When an AI agent fires off dozens of tool calls in rapid succession, every millisecond of latency compounds. Garbage-collected runtimes—Python, Node.js, Go—introduce pause times that are invisible in request-response web apps but devastating in agent orchestration loops. A 10ms GC pause during a chain of 50 tool calls adds up to half a second of dead time. Agents don’t wait politely.

Rust has no garbage collector. Memory is managed through the ownership system at compile time, which means zero pause times and predictable latency under load—exactly what agent infrastructure demands.

Ownership and MCP Servers

MCP servers are the interface between agents and your system’s capabilities. They need to handle concurrent connections from multiple agents, manage shared state safely, and never crash. Rust’s ownership model makes this natural rather than defensive.

use axum::{extract::State, Json};
use std::sync::Arc;

async fn handle_tool_call(
    State(registry): State<Arc<ToolRegistry>>,
    Json(request): Json<ToolCallRequest>,
) -> Json<ToolCallResponse> {
    let tool = registry.get(&request.tool_name);
    let result = tool.execute(request.params).await;
    Json(ToolCallResponse { result })
}

No null pointer exceptions. No data races. The compiler guarantees that shared state is accessed safely across concurrent agent requests. If it compiles, it won’t crash at 3 AM when an agent decides to parallelize its workload.

The Trade-offs We Accept

Rust has a steeper learning curve than Python or TypeScript. Compile times are longer. The ecosystem for AI/ML is smaller. We accept these trade-offs because the infrastructure layer isn’t where you want to move fast and break things—it’s where you want things to never break.

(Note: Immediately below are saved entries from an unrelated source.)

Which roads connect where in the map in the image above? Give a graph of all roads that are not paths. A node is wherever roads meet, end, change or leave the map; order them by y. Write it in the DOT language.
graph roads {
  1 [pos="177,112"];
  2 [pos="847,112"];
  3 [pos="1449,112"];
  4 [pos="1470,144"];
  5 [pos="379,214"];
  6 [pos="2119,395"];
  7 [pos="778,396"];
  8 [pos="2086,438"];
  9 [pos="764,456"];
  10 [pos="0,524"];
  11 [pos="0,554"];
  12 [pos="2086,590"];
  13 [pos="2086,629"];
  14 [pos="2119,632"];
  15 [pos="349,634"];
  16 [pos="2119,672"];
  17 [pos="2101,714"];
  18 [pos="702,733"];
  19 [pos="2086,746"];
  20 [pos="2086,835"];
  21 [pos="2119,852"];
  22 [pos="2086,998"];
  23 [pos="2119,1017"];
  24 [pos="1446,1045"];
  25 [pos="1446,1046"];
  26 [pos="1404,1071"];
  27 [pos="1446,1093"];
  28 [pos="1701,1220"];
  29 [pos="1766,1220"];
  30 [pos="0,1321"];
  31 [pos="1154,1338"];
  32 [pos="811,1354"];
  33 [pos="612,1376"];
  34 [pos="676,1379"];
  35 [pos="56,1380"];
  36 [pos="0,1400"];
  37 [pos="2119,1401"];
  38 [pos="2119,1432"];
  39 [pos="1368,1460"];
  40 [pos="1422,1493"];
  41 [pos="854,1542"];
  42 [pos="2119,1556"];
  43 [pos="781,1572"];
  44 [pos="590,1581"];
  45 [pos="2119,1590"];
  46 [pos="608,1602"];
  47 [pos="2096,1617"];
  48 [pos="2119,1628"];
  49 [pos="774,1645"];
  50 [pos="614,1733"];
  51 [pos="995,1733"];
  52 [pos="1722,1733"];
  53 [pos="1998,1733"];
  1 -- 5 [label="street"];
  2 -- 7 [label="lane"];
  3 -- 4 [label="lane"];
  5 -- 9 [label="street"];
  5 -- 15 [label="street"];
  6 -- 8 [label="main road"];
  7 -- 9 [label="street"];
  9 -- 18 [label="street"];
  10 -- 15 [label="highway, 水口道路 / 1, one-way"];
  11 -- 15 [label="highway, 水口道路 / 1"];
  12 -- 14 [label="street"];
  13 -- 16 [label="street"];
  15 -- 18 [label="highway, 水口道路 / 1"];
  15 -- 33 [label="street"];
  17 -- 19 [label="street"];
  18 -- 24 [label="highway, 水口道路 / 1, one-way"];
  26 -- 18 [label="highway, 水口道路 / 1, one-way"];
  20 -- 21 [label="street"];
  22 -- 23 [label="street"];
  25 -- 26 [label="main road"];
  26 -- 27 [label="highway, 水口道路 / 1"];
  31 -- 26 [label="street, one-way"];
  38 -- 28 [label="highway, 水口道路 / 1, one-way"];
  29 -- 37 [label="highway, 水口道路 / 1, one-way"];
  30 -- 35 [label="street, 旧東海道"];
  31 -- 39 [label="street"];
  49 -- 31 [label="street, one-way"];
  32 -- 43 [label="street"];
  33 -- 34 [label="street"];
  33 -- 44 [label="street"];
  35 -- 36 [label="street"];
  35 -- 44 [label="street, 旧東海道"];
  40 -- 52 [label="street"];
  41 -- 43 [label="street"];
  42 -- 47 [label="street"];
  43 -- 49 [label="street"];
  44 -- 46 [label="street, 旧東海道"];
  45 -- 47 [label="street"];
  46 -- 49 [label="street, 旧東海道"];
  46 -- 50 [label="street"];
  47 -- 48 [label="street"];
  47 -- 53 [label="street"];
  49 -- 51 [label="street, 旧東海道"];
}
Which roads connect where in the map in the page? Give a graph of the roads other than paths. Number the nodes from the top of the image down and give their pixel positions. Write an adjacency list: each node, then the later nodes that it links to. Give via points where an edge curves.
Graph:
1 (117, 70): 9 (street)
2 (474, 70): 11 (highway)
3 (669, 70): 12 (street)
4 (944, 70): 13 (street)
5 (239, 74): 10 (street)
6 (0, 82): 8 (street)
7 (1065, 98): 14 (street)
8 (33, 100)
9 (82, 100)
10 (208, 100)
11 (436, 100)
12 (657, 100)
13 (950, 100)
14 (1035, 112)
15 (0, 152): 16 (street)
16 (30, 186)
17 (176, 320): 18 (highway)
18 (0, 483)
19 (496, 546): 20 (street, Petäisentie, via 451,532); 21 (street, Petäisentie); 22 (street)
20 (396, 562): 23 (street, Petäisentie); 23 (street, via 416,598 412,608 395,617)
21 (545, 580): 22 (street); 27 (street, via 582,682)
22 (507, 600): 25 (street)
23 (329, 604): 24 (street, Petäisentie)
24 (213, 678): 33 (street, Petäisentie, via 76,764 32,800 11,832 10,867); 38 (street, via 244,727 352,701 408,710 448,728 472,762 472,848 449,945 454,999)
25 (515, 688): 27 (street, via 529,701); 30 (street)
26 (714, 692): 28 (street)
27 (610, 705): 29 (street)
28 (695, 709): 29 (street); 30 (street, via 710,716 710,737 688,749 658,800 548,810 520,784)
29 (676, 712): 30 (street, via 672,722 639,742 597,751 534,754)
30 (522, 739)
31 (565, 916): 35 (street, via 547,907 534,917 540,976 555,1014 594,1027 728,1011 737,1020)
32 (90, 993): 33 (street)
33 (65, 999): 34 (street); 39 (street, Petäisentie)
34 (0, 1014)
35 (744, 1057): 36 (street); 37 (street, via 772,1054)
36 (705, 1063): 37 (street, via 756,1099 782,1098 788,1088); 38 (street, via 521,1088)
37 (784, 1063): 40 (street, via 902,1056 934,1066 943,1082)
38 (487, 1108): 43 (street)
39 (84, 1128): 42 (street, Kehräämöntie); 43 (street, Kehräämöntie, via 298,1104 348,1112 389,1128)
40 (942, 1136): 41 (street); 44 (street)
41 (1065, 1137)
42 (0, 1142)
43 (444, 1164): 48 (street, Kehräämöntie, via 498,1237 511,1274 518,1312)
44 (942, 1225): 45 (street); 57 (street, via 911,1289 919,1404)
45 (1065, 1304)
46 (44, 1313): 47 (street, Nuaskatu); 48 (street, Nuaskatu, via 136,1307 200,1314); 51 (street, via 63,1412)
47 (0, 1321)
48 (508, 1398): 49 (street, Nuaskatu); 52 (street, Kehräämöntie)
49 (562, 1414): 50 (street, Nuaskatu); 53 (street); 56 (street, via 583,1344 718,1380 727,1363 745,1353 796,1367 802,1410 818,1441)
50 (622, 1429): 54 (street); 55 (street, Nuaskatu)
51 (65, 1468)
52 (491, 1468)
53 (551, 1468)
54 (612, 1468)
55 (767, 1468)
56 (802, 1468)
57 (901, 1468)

We still use Python for prototyping agent behaviors and TypeScript for frontends. Rust sits where reliability matters most: the infrastructure that agents depend on.

What We Build in Rust

  • MCP servers — typed tool interfaces that agents call thousands of times per hour
  • Orchestration services — agent workflow coordination with predictable latency
  • Data pipelines — zero-copy parsing and stream processing for agent-generated data
  • Infrastructure APIs — the control plane that keeps everything running

The pattern is consistent: anywhere an agent’s performance depends on infrastructure response time, Rust is the answer.